[Records from a dataset]
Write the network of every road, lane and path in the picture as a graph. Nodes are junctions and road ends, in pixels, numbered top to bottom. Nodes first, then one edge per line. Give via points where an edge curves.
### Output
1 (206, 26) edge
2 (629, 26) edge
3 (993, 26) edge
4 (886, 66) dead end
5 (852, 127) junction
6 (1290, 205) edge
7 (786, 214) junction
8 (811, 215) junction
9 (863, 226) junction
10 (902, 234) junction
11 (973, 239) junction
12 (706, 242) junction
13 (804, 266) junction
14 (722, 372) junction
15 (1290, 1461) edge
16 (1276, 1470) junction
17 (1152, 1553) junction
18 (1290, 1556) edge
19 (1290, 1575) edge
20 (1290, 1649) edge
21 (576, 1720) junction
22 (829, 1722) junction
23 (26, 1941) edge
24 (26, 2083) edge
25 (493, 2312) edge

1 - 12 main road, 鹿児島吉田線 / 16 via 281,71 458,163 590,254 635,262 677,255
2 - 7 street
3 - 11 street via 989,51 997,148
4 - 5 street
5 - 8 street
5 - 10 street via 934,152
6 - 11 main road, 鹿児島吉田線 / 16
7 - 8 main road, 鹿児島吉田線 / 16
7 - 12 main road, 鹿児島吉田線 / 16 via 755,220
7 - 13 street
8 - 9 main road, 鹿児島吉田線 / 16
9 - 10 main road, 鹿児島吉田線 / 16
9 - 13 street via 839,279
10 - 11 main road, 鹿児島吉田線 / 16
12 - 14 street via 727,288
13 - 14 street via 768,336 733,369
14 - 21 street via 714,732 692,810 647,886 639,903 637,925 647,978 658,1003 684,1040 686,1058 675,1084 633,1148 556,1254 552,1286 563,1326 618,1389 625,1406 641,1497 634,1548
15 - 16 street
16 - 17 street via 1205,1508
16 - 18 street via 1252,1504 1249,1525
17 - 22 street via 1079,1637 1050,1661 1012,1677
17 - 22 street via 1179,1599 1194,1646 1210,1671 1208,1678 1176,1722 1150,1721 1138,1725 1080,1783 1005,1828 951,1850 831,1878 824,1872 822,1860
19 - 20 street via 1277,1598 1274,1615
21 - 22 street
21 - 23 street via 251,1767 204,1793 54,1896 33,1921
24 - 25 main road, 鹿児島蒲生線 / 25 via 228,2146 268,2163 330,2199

Assigned task
Copy every entry exactly. Leave nothing out.

Response area
Write the network of every road, lane and path in the picture as a graph. Nodes are junctions and road ends, in pixels, numbered top to bottom. Nodes first, then one edge per line. Give via points where an edge curves.
### Output
1 (206, 26) edge
2 (629, 26) edge
3 (993, 26) edge
4 (886, 66) dead end
5 (852, 127) junction
6 (1290, 205) edge
7 (786, 214) junction
8 (811, 215) junction
9 (863, 226) junction
10 (902, 234) junction
11 (973, 239) junction
12 (706, 242) junction
13 (804, 266) junction
14 (722, 372) junction
15 (1290, 1461) edge
16 (1276, 1470) junction
17 (1152, 1553) junction
18 (1290, 1556) edge
19 (1290, 1575) edge
20 (1290, 1649) edge
21 (576, 1720) junction
22 (829, 1722) junction
23 (26, 1941) edge
24 (26, 2083) edge
25 (493, 2312) edge

1 - 12 main road, 鹿児島吉田線 / 16 via 281,71 458,163 590,254 635,262 677,255
2 - 7 street
3 - 11 street via 989,51 997,148
4 - 5 street
5 - 8 street
5 - 10 street via 934,152
6 - 11 main road, 鹿児島吉田線 / 16
7 - 8 main road, 鹿児島吉田線 / 16
7 - 12 main road, 鹿児島吉田線 / 16 via 755,220
7 - 13 street
8 - 9 main road, 鹿児島吉田線 / 16
9 - 10 main road, 鹿児島吉田線 / 16
9 - 13 street via 839,279
10 - 11 main road, 鹿児島吉田線 / 16
12 - 14 street via 727,288
13 - 14 street via 768,336 733,369
14 - 21 street via 714,732 692,810 647,886 639,903 637,925 647,978 658,1003 684,1040 686,1058 675,1084 633,1148 556,1254 552,1286 563,1326 618,1389 625,1406 641,1497 634,1548
15 - 16 street
16 - 17 street via 1205,1508
16 - 18 street via 1252,1504 1249,1525
17 - 22 street via 1079,1637 1050,1661 1012,1677
17 - 22 street via 1179,1599 1194,1646 1210,1671 1208,1678 1176,1722 1150,1721 1138,1725 1080,1783 1005,1828 951,1850 831,1878 824,1872 822,1860
19 - 20 street via 1277,1598 1274,1615
21 - 22 street
21 - 23 street via 251,1767 204,1793 54,1896 33,1921
24 - 25 main road, 鹿児島蒲生線 / 25 via 228,2146 268,2163 330,2199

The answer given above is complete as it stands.